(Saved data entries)
:::::
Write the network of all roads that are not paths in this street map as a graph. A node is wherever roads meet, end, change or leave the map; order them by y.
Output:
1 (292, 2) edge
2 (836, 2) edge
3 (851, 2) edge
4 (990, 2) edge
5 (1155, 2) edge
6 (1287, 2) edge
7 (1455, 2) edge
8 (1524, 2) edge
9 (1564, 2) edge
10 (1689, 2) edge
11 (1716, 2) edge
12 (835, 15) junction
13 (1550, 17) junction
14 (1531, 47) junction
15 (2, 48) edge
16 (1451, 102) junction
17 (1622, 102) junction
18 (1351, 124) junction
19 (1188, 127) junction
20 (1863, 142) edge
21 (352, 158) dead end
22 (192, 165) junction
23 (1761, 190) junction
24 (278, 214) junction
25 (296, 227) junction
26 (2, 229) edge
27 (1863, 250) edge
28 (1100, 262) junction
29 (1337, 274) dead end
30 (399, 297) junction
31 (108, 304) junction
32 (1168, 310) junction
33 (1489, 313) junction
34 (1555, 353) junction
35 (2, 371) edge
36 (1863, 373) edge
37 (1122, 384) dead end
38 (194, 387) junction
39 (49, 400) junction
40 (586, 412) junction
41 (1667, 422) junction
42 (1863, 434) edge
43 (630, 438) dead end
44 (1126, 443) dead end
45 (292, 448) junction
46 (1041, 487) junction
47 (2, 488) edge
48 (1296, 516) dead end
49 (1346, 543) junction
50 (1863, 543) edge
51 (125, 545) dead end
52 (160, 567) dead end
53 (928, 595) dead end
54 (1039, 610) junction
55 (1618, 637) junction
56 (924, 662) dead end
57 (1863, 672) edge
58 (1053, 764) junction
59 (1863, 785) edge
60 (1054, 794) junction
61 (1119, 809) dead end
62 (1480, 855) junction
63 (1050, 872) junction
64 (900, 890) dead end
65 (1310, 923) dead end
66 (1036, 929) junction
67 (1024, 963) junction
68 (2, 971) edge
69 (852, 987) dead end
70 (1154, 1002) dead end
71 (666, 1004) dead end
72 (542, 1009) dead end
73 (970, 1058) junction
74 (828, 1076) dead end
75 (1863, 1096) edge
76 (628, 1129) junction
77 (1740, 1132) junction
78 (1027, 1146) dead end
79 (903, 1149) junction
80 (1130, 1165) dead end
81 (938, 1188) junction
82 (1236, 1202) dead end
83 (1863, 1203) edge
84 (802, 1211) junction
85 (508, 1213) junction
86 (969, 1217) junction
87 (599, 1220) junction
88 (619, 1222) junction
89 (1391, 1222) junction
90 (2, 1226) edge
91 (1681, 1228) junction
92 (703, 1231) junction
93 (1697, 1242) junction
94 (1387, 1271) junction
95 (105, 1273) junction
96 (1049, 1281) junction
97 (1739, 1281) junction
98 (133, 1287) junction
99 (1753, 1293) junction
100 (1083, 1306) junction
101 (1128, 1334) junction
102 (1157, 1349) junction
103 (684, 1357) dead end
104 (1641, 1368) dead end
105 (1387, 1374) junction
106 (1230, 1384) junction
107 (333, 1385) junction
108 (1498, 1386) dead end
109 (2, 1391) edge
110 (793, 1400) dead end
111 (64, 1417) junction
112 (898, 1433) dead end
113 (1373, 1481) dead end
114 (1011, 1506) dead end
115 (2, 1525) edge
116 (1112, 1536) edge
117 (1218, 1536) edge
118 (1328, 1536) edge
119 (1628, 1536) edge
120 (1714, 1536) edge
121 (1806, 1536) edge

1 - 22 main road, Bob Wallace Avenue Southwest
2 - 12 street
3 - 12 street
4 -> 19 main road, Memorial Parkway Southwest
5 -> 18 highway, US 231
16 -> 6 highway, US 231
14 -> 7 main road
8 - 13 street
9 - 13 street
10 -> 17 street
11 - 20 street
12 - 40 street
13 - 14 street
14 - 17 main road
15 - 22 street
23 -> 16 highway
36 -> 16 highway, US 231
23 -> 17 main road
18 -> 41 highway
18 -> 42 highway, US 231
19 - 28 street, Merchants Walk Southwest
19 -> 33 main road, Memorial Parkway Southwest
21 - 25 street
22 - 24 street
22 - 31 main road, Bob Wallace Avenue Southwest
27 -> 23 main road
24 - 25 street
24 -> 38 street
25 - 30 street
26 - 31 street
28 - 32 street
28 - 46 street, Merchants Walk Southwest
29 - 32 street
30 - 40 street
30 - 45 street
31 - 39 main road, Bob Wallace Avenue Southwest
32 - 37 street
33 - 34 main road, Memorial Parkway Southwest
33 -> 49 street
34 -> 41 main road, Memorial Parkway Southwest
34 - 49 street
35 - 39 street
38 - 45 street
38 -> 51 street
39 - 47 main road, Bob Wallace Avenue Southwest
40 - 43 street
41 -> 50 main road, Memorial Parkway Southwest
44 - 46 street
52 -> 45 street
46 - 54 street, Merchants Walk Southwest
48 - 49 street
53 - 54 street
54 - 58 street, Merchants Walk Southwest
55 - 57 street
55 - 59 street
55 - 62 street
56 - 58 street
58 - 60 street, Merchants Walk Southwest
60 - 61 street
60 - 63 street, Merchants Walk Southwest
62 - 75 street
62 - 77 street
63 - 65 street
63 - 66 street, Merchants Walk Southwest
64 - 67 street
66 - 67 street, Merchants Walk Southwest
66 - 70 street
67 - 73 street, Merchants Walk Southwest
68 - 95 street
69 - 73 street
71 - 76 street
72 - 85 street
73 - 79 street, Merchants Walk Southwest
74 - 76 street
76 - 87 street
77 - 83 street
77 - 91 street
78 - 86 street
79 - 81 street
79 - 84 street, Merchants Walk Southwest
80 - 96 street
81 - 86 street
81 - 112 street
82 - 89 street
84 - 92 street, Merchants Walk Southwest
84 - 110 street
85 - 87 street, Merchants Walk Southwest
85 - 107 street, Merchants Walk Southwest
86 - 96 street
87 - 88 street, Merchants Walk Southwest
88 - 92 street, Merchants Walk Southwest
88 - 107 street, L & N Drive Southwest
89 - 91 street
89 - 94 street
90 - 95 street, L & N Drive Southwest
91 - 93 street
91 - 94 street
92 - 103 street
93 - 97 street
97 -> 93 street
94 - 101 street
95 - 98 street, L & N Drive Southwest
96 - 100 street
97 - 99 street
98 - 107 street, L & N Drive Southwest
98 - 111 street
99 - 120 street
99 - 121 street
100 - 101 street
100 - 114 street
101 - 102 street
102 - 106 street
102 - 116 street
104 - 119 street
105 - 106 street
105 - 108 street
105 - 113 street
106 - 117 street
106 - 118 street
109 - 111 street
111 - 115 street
:::::
TASK:
Filter the entries by the string "Wallace" and copy each matching line.

OUTPUT FOR THIS EXERCISE:
1 - 22 main road, Bob Wallace Avenue Southwest
22 - 31 main road, Bob Wallace Avenue Southwest
31 - 39 main road, Bob Wallace Avenue Southwest
39 - 47 main road, Bob Wallace Avenue Southwest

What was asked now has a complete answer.